But my faith in science as a path to truth was severely shaken when I discovered at Oxford a systemic corruption in the enterprise. Science had a fatal flaw: human nature. This was a devastating and life-changing experience - the second time the bottom had fallen out of my world. Later, coming to understand more of the philosophy of science, I have never resiled from the stand I took against the corruption of science that I glimpsed at Oxford, and have seen with greater clarity since. As an idealist, perhaps, I had a very high view of the scientific enterprise, but I now see that atheism will eventually destroy it.

After leaving Oxford, I started a job in radar engineering in Chelmsford, and some months later arrived in Southampton to pursue further studies in electronics. Three hours after moving to the city, I was confronted by a Christian couple doing door-to-door evangelism. They asked me where I had studied previously. 'Oxford University,' I replied. 'That's interesting,' said the woman, 'Which college?' 'Hertford College,' I answered. 'Really? Did you know a student there called John Hughes?' 'Yes,' I responded, 'He often came to my room for discussions about Christianity.' 'He's my brother,' she replied. 'O the depth of the riches both of the wisdom and knowledge of God! How unsearchable are his judgments, and his ways past finding out!' (Rom. 11:33).

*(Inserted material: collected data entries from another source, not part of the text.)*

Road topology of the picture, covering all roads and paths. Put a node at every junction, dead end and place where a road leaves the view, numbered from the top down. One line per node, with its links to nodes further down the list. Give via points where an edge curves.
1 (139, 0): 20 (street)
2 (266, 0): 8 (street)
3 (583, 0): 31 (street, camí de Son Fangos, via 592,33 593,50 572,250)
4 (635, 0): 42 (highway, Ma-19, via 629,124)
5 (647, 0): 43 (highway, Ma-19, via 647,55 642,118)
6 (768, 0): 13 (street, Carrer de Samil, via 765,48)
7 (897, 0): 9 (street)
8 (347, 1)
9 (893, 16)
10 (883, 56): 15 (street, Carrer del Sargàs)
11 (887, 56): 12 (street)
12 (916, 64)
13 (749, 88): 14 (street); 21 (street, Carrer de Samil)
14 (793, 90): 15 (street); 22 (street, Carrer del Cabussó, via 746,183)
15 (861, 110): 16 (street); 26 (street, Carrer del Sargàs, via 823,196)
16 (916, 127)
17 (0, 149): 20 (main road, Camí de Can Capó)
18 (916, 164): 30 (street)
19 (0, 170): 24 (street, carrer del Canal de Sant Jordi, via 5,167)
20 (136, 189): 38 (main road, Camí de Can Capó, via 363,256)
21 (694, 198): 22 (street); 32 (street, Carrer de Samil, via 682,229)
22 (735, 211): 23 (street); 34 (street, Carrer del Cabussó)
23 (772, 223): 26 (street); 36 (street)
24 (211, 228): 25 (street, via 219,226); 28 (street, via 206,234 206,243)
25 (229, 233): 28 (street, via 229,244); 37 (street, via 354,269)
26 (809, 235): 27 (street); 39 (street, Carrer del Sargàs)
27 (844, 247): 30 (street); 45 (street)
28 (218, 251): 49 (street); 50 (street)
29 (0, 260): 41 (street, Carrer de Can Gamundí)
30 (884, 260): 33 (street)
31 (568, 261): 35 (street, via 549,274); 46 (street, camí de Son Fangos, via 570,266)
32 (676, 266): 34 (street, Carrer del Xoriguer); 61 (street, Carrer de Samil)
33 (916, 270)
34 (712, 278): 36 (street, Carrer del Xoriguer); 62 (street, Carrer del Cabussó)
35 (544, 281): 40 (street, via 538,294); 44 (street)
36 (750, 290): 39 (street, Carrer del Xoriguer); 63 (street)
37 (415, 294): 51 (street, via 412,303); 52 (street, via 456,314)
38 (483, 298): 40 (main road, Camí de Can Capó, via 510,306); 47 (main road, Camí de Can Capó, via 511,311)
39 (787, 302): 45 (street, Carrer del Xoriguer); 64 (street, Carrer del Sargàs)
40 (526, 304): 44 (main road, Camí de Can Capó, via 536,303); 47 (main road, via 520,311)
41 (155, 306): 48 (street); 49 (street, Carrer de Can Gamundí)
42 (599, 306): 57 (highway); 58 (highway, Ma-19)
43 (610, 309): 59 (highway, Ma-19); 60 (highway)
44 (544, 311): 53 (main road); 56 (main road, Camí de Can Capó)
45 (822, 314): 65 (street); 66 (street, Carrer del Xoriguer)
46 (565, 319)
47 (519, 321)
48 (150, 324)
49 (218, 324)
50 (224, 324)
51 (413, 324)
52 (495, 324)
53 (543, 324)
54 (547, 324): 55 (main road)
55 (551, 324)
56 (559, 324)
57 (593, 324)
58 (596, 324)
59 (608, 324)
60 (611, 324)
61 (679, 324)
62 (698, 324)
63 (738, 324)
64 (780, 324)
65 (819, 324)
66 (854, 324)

I was invited to attend a course of Bible studies, but the leaders were ill-prepared for presentations of alternative persuasive answers to their questions. They eventually asked me to stop attending Bible studies - I mention this to their shame as well as mine, and as an example never to emulate - one of them stating that I was not interested in truth. Such a statement was quite unfair: was it not precisely because the Apostle Paul understood the implications of Christian doctrine and had a passion for what he believed to be the truth that he was so zealous to extirpate the church? Likewise, I was far from apathetic about truth, and had made bold and difficult adjustments in my life in my search for it. Yet it was a zeal not according to knowledge.

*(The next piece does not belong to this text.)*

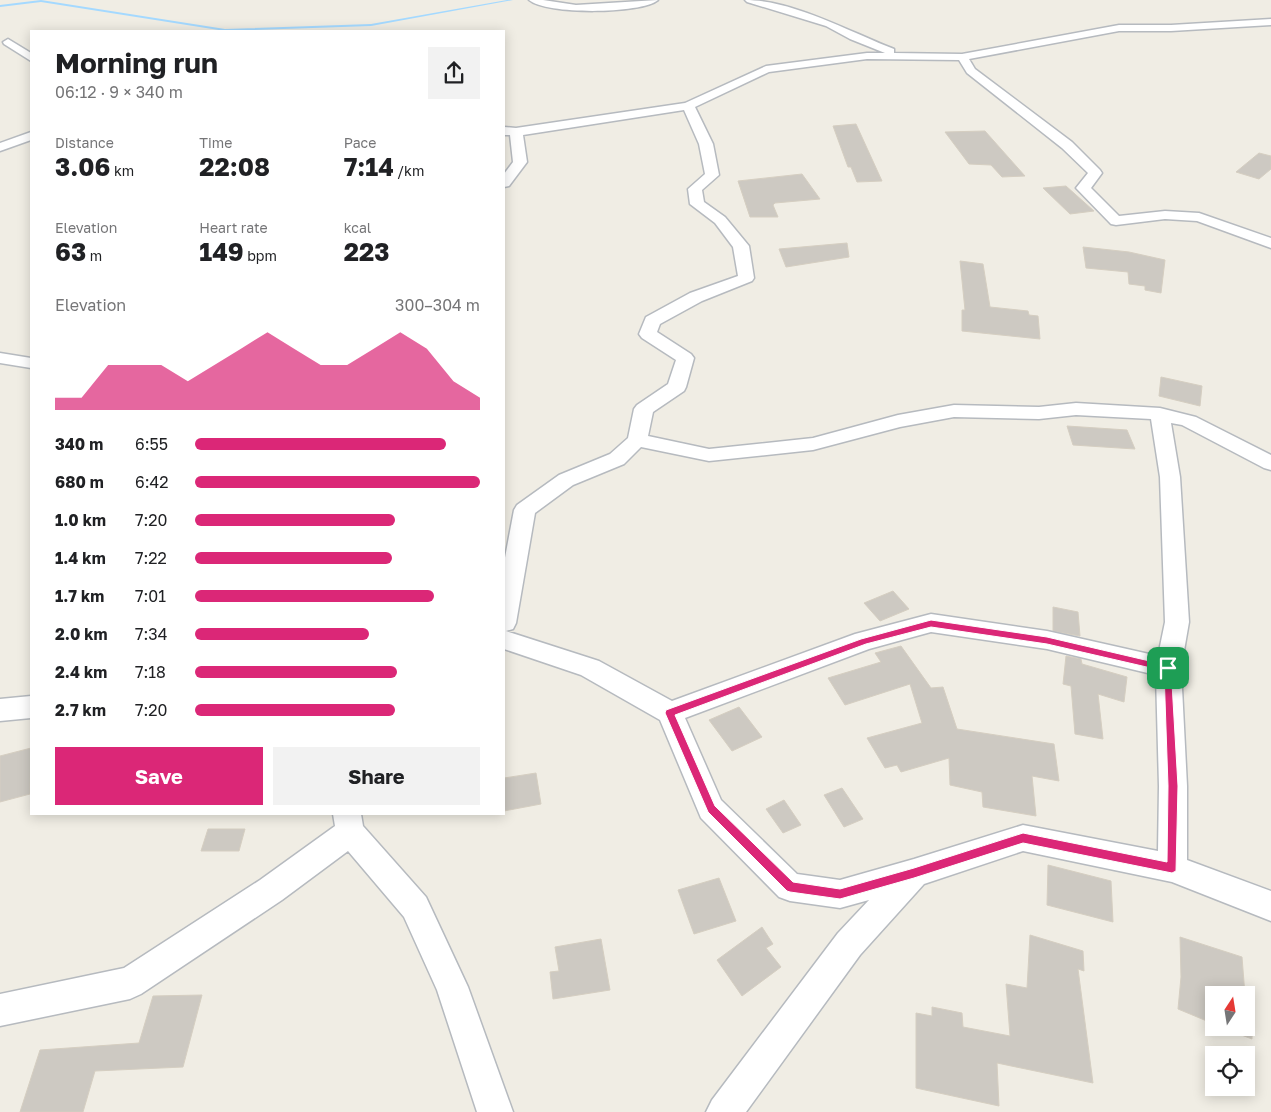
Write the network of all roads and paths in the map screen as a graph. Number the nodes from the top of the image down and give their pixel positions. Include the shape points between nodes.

I was angered and stung into reading more Christian apologetics. The arguments seemed no more persuasive than before, but now the Scripture verses underpinning them came to me as hammer blows. Why should those sentences leap off the page like a battering ram against the strongholds of my mind? How could these mere words land such devastating blows? Prayer was being made for me, and the Holy Spirit was convicting me of sin, righteousness and judgment, yet also showing me the way of salvation through faith in Jesus Christ - not through the lens of Roman Catholicism, but through the Word of God. The force of truth was irresistible, and I was granted repentance unto life. 'Remember not the sins of my youth, nor my transgressions: according to thy mercy remember thou me for thy goodness' sake, O LORD' (Psa. 25:7).

From darkness to light

I was given a Bible that day, which I read avidly, and that week I ventured into a Christian bookshop in Southampton and was amazed at the treasury of books available. The Lord, there and then, gave me a love of Reformed truth, and I was delighted to come away that day with Hodge on The Westminster Confession of Faith, Cunningham on The Reformers and the Theology of the Reformation, and a Greek New Testament. Before I returned to Chelmsford I had come to Presbyterian convictions, though such was a rather exotic species in those days.

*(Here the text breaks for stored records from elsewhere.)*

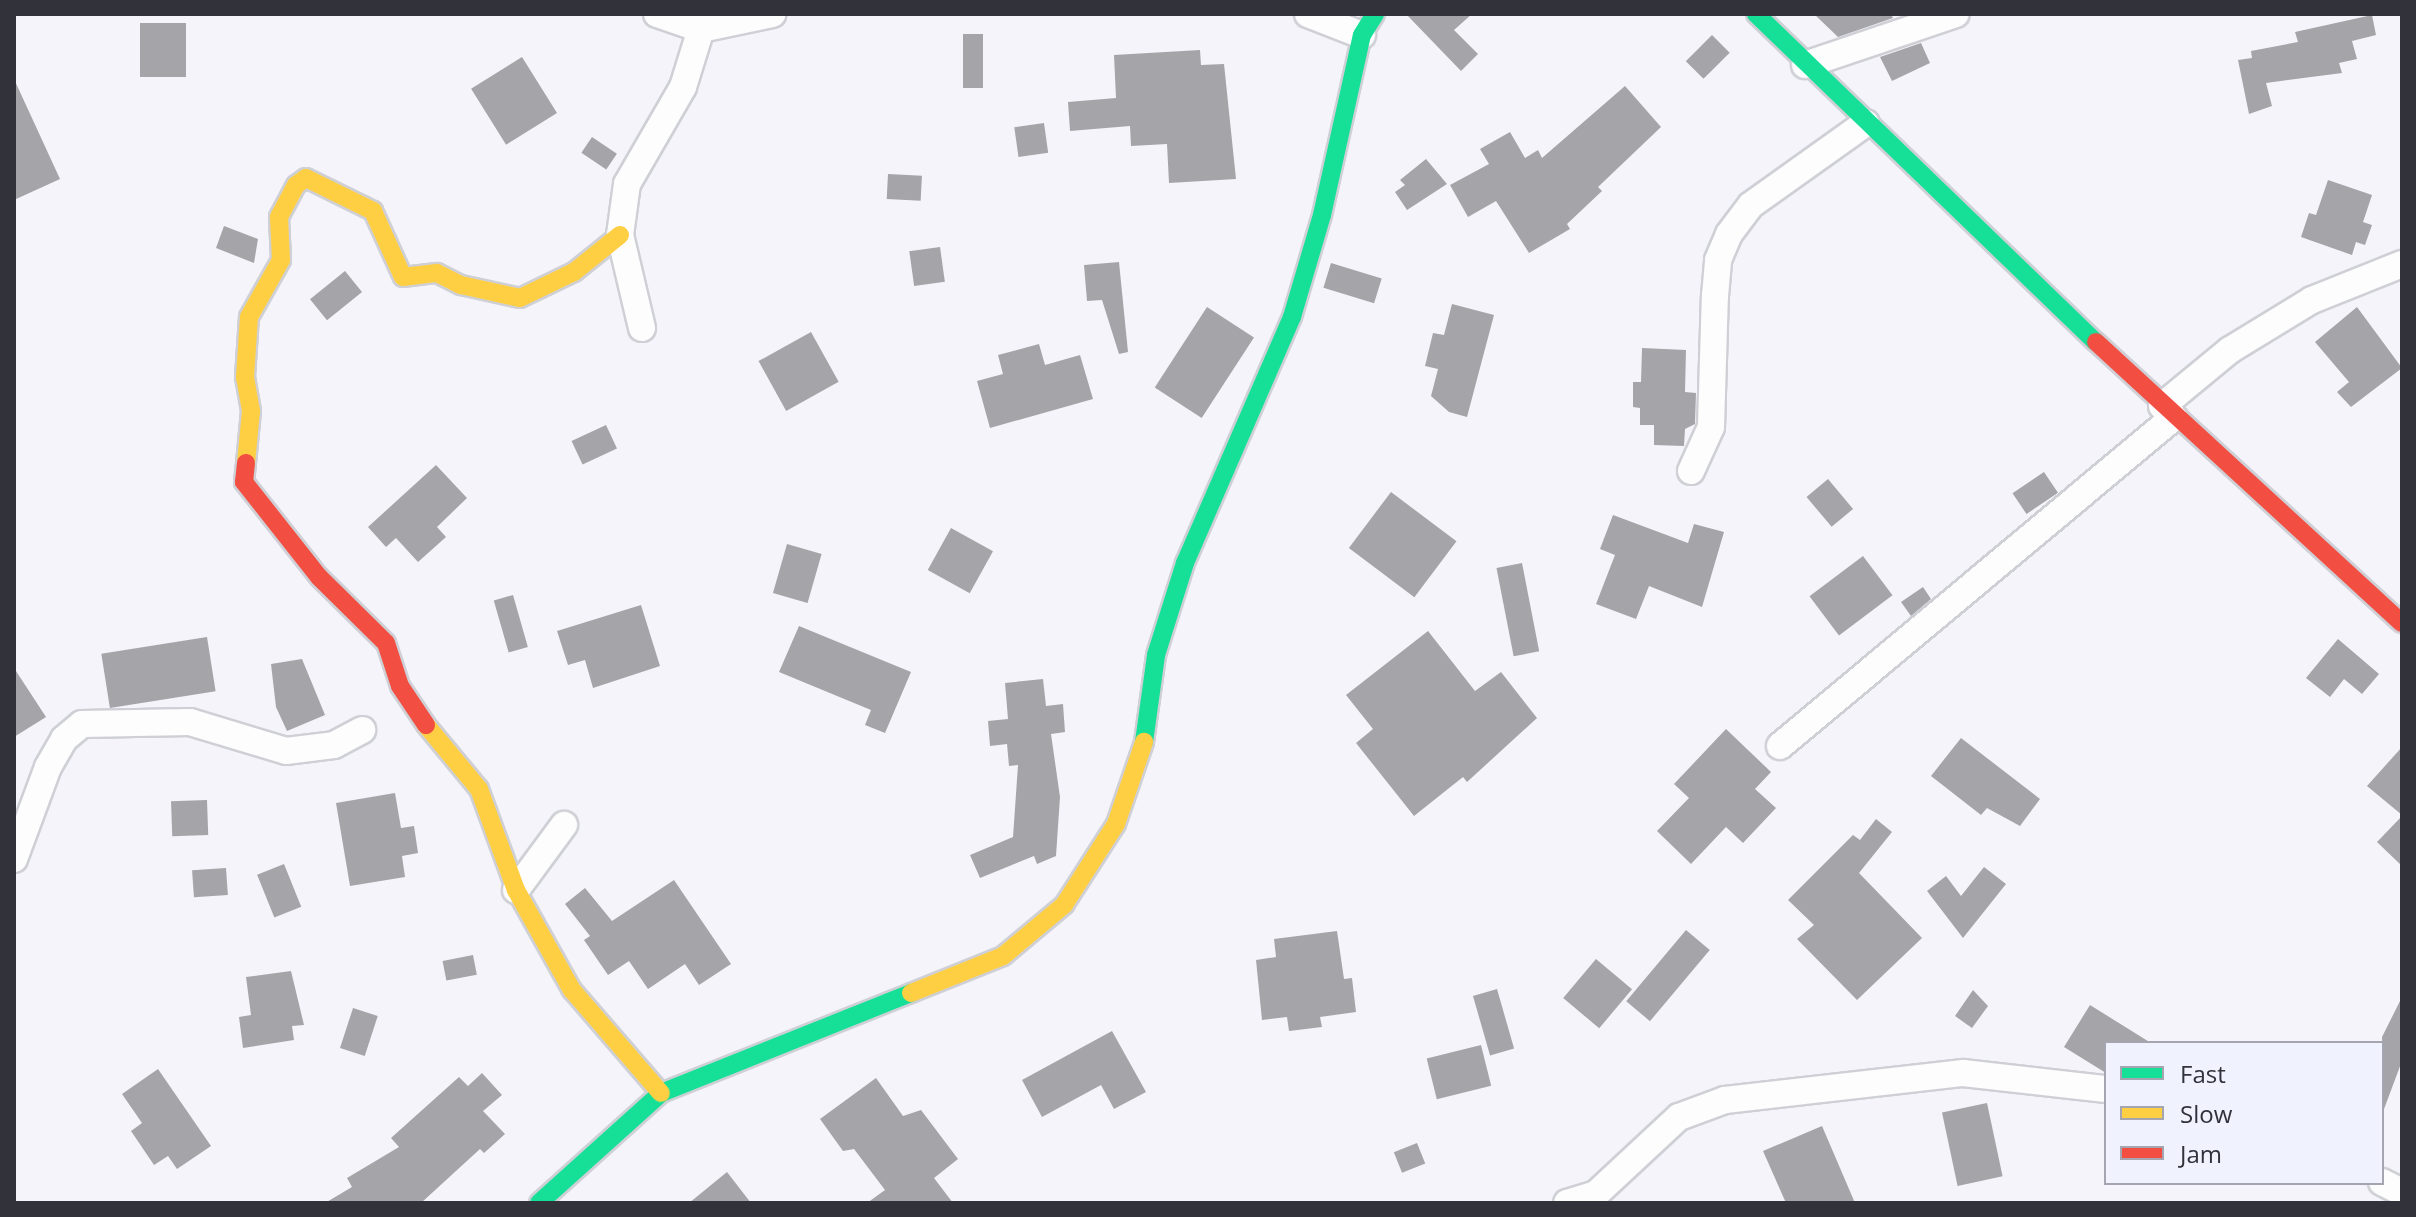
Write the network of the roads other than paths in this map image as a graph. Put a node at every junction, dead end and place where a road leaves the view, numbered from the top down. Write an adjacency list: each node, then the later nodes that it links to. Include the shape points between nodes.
1 (657, 14): 7 (street)
2 (772, 14): 7 (street)
3 (1308, 14): 6 (street)
4 (1756, 14): 8 (street)
5 (1956, 14): 8 (street)
6 (1368, 25): 22 (street, via 1292,317 1185,563 1156,655 1141,762 1116,824 1064,905 1003,956)
7 (701, 29): 10 (street, via 683,87 627,184)
8 (1805, 65): 9 (street)
9 (1866, 123): 13 (street); 14 (street, via 1751,205 1729,234 1718,260 1711,427)
10 (620, 235): 12 (street); 20 (street, via 574,272 528,299 461,285 437,273 410,279 398,272 373,211 306,178 288,195 279,217 281,260 249,317 245,377 251,411 244,482 319,577 386,643 400,686 438,743 479,789)
11 (2402, 264): 13 (street, via 2312,300 2230,350)
12 (642, 328)
13 (2168, 411): 15 (street); 17 (street)
14 (1691, 471)
15 (2402, 623)
16 (362, 730): 19 (street, via 334,745 286,751 190,722 82,724 64,739 48,767)
17 (1780, 746)
18 (564, 825): 20 (street)
19 (14, 859)
20 (516, 890): 22 (street, via 572,990)
21 (2104, 1089): 26 (street, via 1963,1073 1725,1100 1679,1117 1596,1194)
22 (661, 1093): 25 (street)
23 (2384, 1183): 24 (street)
24 (2402, 1192)
25 (539, 1203)
26 (1567, 1203)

The reaction of my parents was actually somewhat favourable to begin with: to be a Christian was surely better than to be an atheist. But when it began to dawn that this Christianity was decidedly Protestant, and Calvinist, and that I wanted them to know and believe the gospel, then a certain amount of antagonism became evident. My father quite genuinely enquired whether there were as many as twenty persons in the world who could possibly believe such things.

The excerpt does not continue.